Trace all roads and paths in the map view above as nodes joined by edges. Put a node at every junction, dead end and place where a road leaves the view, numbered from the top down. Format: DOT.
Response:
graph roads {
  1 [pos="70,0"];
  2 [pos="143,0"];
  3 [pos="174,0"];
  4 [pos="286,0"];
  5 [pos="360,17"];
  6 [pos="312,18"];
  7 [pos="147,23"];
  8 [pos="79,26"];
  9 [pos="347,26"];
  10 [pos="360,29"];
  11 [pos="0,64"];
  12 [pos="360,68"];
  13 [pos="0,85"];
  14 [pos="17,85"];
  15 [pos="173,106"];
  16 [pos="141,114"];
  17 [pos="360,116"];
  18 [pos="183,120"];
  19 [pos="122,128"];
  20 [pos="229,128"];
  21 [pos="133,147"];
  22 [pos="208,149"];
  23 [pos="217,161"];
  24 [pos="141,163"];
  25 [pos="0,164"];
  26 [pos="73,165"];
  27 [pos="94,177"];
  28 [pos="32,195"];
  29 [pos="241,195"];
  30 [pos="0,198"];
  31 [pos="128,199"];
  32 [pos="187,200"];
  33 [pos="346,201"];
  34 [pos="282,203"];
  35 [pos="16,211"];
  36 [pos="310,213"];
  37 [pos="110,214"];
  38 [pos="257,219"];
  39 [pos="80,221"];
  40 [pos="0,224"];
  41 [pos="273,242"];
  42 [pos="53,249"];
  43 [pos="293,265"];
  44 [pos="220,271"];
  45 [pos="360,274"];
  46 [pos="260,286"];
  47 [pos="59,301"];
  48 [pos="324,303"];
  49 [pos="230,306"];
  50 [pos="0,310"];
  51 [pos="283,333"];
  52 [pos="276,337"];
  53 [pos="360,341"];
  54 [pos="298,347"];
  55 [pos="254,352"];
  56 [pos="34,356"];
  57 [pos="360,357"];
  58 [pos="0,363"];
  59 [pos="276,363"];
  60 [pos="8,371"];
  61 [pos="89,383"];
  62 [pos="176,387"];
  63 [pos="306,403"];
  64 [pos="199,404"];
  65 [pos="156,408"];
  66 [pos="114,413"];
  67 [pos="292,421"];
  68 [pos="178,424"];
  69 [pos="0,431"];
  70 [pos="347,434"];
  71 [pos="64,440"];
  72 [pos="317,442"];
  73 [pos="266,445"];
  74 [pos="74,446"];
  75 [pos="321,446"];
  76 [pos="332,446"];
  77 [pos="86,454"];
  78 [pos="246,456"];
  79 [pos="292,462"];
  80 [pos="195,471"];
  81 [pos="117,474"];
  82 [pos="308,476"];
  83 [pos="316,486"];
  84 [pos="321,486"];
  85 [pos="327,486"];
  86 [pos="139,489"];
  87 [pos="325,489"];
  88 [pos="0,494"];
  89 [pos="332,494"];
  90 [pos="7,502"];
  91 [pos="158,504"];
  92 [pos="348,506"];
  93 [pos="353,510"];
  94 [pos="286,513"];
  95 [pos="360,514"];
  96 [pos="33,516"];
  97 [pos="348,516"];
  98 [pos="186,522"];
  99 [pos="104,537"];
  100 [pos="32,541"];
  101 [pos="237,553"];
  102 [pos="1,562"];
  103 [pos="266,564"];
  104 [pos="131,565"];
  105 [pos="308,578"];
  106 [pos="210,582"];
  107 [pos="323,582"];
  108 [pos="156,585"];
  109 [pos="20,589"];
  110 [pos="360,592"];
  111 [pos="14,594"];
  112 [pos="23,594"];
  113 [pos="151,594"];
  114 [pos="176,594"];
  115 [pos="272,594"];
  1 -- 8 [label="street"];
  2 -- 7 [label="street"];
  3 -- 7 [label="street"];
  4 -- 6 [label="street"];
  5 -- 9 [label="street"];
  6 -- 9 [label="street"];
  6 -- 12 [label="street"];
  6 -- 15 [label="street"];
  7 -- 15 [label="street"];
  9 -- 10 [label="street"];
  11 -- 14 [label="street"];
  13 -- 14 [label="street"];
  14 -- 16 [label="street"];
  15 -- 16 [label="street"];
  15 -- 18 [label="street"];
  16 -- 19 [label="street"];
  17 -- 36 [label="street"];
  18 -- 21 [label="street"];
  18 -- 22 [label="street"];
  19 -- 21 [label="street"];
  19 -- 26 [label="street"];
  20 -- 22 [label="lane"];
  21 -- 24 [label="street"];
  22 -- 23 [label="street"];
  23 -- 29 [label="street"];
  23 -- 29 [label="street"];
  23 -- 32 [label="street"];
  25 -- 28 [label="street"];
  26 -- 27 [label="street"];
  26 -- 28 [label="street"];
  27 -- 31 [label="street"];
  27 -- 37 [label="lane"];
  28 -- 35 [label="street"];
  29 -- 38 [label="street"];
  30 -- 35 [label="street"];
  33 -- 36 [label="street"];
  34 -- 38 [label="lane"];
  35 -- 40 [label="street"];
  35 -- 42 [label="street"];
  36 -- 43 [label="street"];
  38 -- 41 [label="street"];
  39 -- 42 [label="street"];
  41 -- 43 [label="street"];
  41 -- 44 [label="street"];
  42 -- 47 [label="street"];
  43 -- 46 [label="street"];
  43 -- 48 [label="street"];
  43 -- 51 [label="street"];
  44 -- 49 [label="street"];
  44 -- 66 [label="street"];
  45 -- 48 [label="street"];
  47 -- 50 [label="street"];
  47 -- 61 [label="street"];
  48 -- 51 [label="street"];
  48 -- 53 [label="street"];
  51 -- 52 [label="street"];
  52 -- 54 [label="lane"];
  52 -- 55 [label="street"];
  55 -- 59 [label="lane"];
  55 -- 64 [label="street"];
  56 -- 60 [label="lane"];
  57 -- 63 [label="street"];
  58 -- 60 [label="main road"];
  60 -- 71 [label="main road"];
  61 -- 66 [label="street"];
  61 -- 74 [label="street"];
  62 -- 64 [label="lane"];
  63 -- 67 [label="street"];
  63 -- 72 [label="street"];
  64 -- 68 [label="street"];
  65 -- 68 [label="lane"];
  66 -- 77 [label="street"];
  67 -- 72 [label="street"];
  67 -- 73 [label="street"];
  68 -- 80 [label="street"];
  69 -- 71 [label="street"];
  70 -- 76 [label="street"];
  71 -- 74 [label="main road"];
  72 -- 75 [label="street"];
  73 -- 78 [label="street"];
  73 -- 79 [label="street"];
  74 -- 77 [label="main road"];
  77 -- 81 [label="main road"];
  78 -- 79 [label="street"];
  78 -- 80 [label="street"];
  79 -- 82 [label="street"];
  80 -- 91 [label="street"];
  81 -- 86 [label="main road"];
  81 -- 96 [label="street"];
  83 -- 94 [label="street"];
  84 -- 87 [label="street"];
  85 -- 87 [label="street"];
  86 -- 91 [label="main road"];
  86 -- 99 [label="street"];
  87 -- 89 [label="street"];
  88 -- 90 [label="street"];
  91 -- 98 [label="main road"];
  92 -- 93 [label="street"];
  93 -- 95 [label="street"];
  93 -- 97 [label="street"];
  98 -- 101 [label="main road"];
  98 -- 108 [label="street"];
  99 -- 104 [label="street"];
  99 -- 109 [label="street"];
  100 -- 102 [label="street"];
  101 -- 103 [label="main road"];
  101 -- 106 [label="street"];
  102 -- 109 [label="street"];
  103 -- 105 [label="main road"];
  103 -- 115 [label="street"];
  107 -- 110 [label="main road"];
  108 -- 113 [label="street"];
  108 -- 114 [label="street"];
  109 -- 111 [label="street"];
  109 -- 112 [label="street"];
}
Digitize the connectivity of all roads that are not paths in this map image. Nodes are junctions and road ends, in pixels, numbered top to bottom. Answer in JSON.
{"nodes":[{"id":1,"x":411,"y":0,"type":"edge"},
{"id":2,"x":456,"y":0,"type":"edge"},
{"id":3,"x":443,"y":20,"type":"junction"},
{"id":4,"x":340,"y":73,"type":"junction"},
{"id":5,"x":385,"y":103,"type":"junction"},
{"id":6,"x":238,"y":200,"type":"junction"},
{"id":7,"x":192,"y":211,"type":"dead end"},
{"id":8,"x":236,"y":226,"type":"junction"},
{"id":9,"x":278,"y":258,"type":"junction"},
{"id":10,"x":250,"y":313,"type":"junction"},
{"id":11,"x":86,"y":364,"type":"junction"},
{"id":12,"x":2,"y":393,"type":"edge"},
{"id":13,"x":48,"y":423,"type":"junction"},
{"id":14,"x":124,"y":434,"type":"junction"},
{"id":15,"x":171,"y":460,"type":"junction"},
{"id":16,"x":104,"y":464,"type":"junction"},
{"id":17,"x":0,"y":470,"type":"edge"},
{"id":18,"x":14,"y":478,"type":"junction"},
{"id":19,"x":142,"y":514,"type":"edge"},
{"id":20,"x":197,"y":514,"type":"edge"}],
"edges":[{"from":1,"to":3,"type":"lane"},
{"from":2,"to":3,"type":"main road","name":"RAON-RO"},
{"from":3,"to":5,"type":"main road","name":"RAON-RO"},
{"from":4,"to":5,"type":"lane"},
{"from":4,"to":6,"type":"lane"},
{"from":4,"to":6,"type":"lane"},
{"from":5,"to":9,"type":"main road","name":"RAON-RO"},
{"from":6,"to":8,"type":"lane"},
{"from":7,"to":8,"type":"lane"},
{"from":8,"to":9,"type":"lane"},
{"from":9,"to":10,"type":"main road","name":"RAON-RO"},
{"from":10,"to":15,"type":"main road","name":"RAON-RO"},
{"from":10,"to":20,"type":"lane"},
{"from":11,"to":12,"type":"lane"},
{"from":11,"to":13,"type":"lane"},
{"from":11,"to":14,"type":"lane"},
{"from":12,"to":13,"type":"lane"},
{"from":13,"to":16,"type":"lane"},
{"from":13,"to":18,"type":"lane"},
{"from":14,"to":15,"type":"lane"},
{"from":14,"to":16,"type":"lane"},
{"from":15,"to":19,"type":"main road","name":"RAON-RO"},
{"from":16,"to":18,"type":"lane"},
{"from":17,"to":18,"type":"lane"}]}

• • • •

= Task =
Only lines with the string "RAON" belong in the answer; copy each of them from the listing.

= Exercise solution =
{"from":2,"to":3,"type":"main road","name":"RAON-RO"},
{"from":3,"to":5,"type":"main road","name":"RAON-RO"},
{"from":5,"to":9,"type":"main road","name":"RAON-RO"},
{"from":9,"to":10,"type":"main road","name":"RAON-RO"},
{"from":10,"to":15,"type":"main road","name":"RAON-RO"},
{"from":15,"to":19,"type":"main road","name":"RAON-RO"},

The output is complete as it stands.